We have started experiencing this error in the last few weeks and are trying to identify the cause.  We opened a ticket with Oracle and one with HP (SAN)  I  from the web servers and found this ORA-01115 error was logged by the web application 6 times yesterday between 2:49 and 3:10 PM.  We're not sure if it's both nodes or just one.  The last time it had been logged previously was 12/22/05.  Four of those times, it was the same file that our batch process had a problem with -- PARTIES_DATA01.dbf.  On the other 2 occasions, it was PARTIES_DATA02.dbf and LOCATION_DATA01.dbf.  

HP says the SAN is healthy, Windows hasn't logged any issues, and Oracle says it isn't their problem if there is no block corruption.  If anyone has a suggestion for diagnosing this, I'm all ears.  We have tested the datafiles for corruption with RMAN and haven't found anything. The error is hopping around to different datafiles, redolog files and blocks.

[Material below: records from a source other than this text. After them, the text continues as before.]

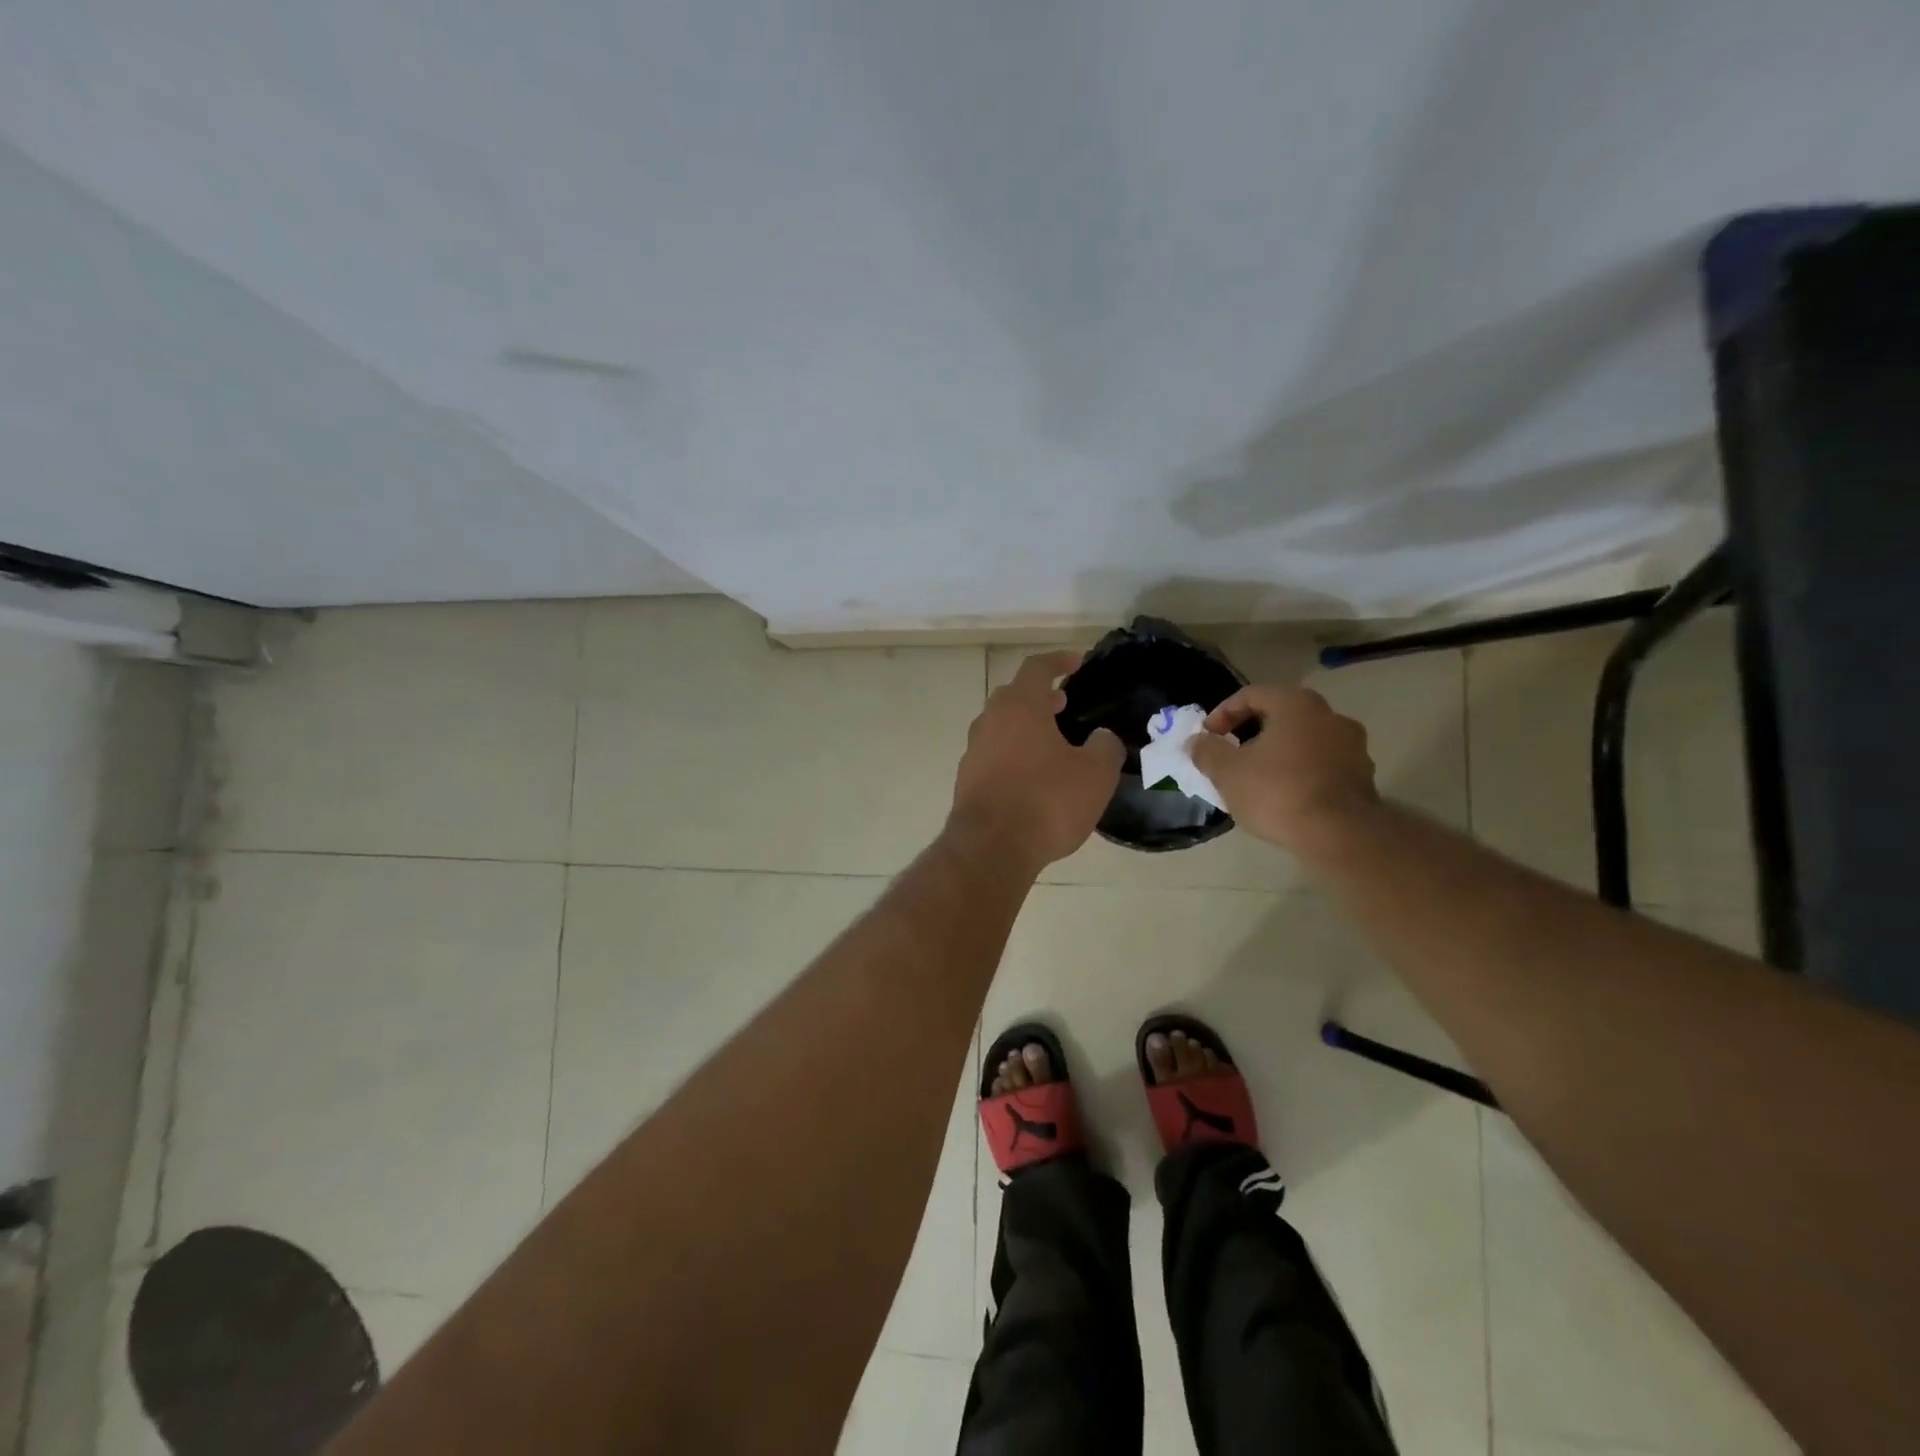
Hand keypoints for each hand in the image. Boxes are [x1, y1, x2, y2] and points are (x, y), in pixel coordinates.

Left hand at [949, 651, 1125, 870]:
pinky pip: (993, 756)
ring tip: (1052, 743)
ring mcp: (973, 751)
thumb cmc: (1047, 800)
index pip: (1037, 668)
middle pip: (1014, 696)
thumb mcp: (1095, 773)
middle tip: (1064, 704)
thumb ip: (1105, 747)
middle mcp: (989, 721)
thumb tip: (1102, 738)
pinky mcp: (966, 781)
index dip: (1059, 660)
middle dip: (1040, 696)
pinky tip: (1032, 778)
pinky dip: (1013, 755)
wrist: (991, 848)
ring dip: (1025, 727)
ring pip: (1000, 726)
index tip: (1077, 662)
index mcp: (1019, 706)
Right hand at [1188, 685, 1377, 852]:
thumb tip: (1196, 741)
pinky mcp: (1362, 774)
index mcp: (1296, 704)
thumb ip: (1207, 751)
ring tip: (1256, 779)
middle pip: (1280, 715)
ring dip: (1277, 752)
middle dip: (1251, 733)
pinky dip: (1299, 771)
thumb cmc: (1277, 793)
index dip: (1222, 713)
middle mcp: (1329, 715)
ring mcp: (1352, 745)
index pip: (1251, 694)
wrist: (1340, 835)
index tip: (1207, 738)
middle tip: (1230, 755)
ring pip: (1303, 740)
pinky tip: (1284, 795)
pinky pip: (1321, 763)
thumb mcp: (1227, 772)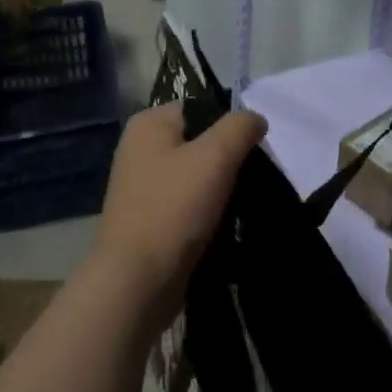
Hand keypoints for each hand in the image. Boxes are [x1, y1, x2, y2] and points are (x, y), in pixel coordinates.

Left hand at [92, 103, 266, 320]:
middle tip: (254, 180)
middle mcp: (140, 148)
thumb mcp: (215, 156)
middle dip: (229, 160)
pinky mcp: (149, 219)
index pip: (203, 108)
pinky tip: (225, 227)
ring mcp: (142, 186)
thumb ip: (240, 127)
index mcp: (149, 124)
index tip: (255, 152)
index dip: (232, 126)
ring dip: (221, 189)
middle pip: (201, 141)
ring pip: (197, 175)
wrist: (136, 283)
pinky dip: (207, 212)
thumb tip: (255, 119)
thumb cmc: (173, 209)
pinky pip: (188, 204)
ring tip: (242, 205)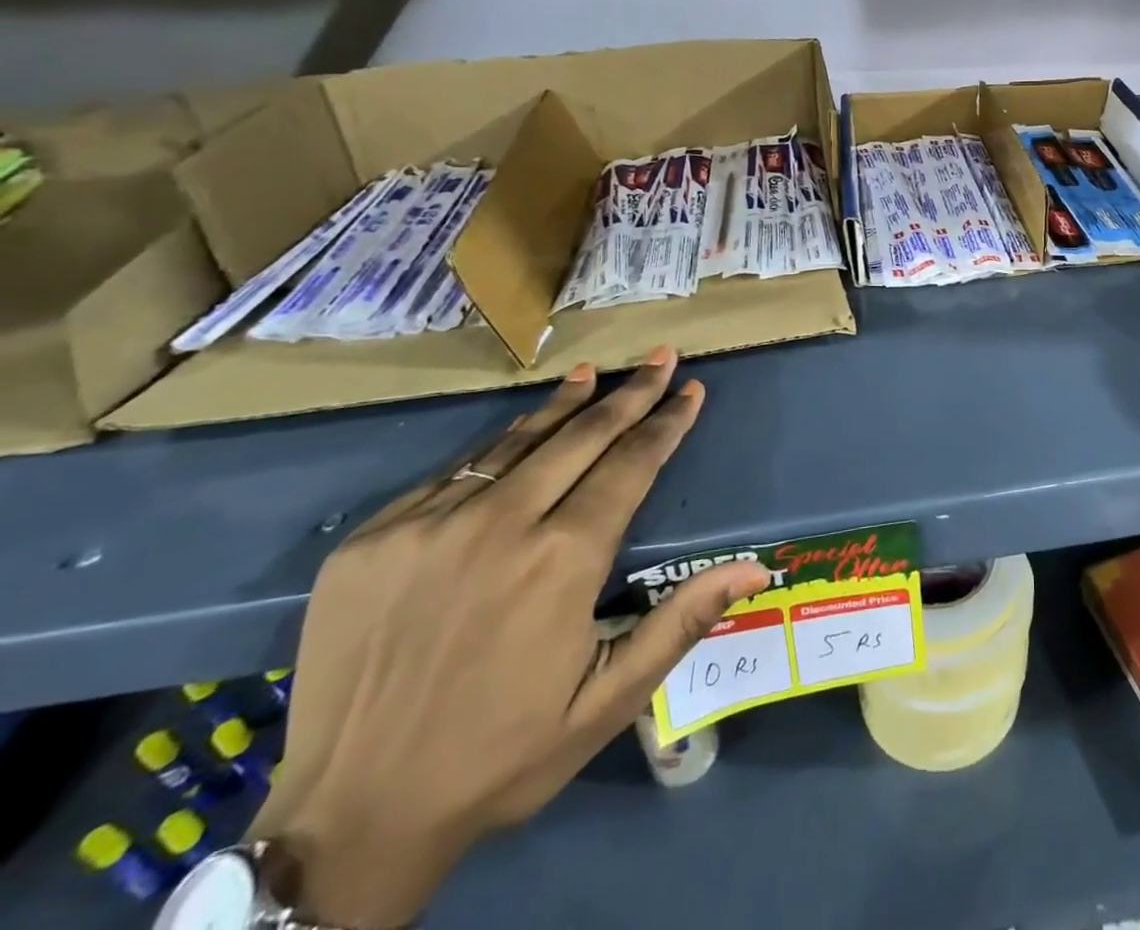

HP says it's monitoring doesn't detect anything and says Oracle ought to wait longer and is suggesting setting the SCSI timeout value from 60 to 90.  If we had experienced a SCSI timeout it would be in the event log.  There are no errors in the event logs.

Other servers connected to the SAN aren't experiencing any problems, but none of them are under the same kind of load.  This is our prod transactional db.

I'm not sure how to check to see what the maximum wait time for access to the primarily identified datafile is.  Statspack doesn't show anything unusual over the period the errors occurred and I'm aware that you can't identify or troubleshoot a discrete error with aggregate data.  The disks are in RAID 10 configuration (SAME).

The only identifiable node that the error occurs on is Node 2 because our batch process only connects to that. The other connections are load balanced so we're not sure whether or not its occurring on one or both nodes.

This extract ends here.